MUSIC “Serpentine” fades.

OUTRO MUSIC begins.

SCOTT: You have been listening to Hidden Language. Music for today’s episode is provided by Dana Boulé, Marcel Pequel, and Luciernaga. Our theme music by Jay Varner.  For a list of episodes, transcripts, and show notes, be sure to visit hiddenlanguagepodcast.com. If you enjoy this podcast, please spread the word using whatever language you see best fit. . . . Oh, and one more thing. We found Boheme. She never left the backyard.

OUTRO MUSIC fades.


Notes

Tim Ingold’s book Lines: A Brief History was published by Routledge in 2007.

I refer to the first edition of Jonathan Anderson’s Understanding Cultural Geography: Places and Traces, also published by Routledge, in 2010.

Our friends at the podcast 99% Invisible produced the story “Right to Roam”, about walking through private land and the right to trespass.
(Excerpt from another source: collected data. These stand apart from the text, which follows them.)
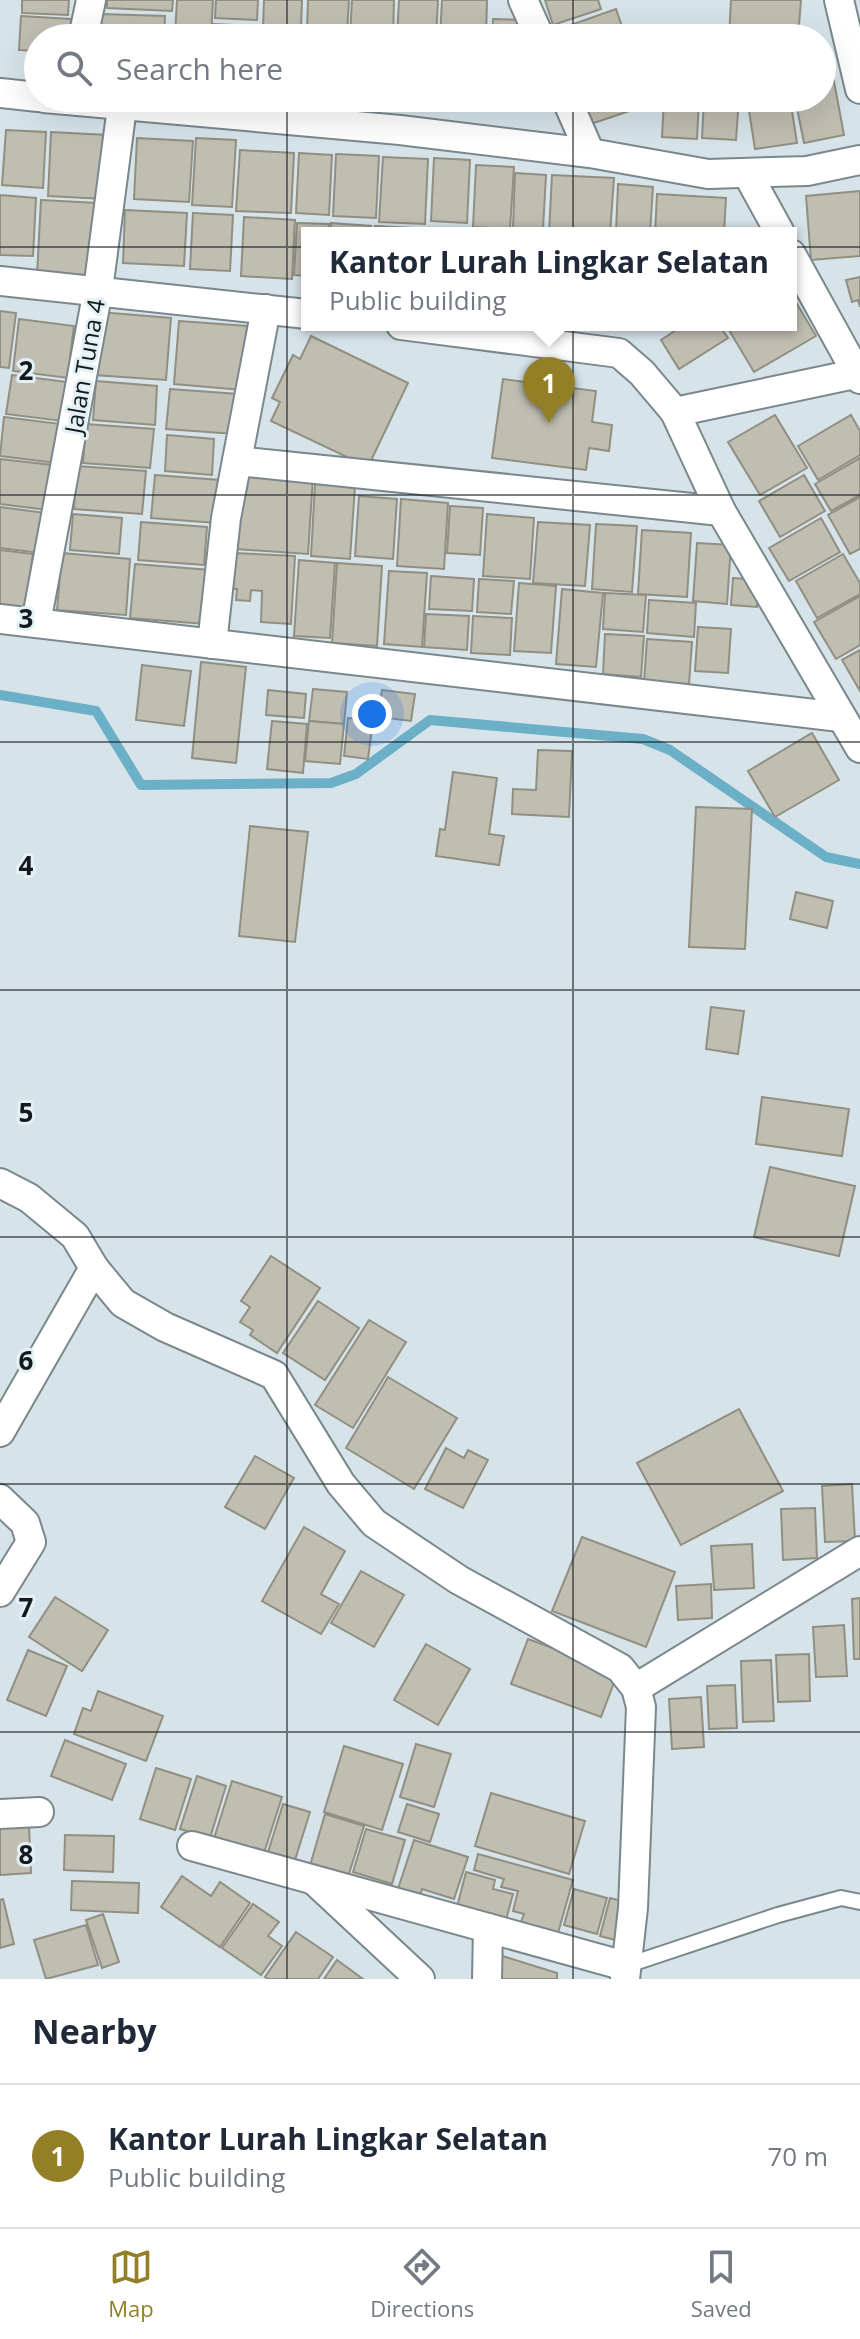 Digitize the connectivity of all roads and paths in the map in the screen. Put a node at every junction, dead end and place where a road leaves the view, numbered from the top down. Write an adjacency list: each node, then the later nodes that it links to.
1 (91, 0): 4 (street)
2 (523, 0): 5 (street)
3 (839, 0): 6 (street)
4 (86, 24)
5 (534, 24)
6 (860, 89)
7 (0, 93): 8 (street)
8 (24, 96)
9 (121, 112): 18 (street, Jalan Tuna 4)
10 (182, 112): 12 (street)
11 (572, 112): 12 (street)
12 (590, 153): 14 (street)
13 (860, 160): 14 (street)
14 (747, 173): 15 (street)
15 (777, 227)
16 (797, 265): 22 (street)
17 (0, 281): 18 (street)
18 (98, 290): 19 (street); 27 (street, Jalan Tuna 4)
19 (266, 309): 20 (street); 24 (street)
20 (301, 313)
21 (448, 331): 23 (street)
22 (859, 375): 23 (street)
23 (675, 412): 25 (street)
24 (237, 461): 25 (street); 28 (street)
25 (721, 511): 29 (street)
26 (0, 619): 27 (street)
27 (36, 623): 28 (street)
28 (212, 644): 29 (street)
29 (840, 717): 30 (street)
30 (860, 748)
31 (0, 1183): 32 (street)
32 (94, 1268): 33 (street); 37 (street)
33 (0, 1432)
34 (0, 1499): 36 (street)
35 (860, 1551): 37 (street)
36 (0, 1592)
37 (636, 1688): 44 (street)
38 (39, 1812): 39 (street)
39 (0, 1814)
40 (192, 1846): 41 (street)
41 (312, 1879): 43 (street); 45 (street)
42 (860, 1902): 44 (lane)
43 (488, 1928): 44 (street); 46 (street)
44 (625, 1972)
45 (420, 1979)
46 (487, 1979)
Producers for the podcast also crafted the episode “Mine!”, which looks at contentious ownership — such as my questions about who owns utility poles and easements.

Music was provided by the following artists through Freemusicarchive.org, with the respective Creative Commons licenses.

“At Dawn” by Dana Boule. CC BY-NC 4.0

“May” by Marcel Pequel. CC BY-NC-SA 3.0 US

“Serpentine” by Lucienarga. CC BY-NC 3.0 US


In Memoriam

While producing this segment — ten years after Boheme had her day’s sojourn in the backyard — she passed away at the age of 16.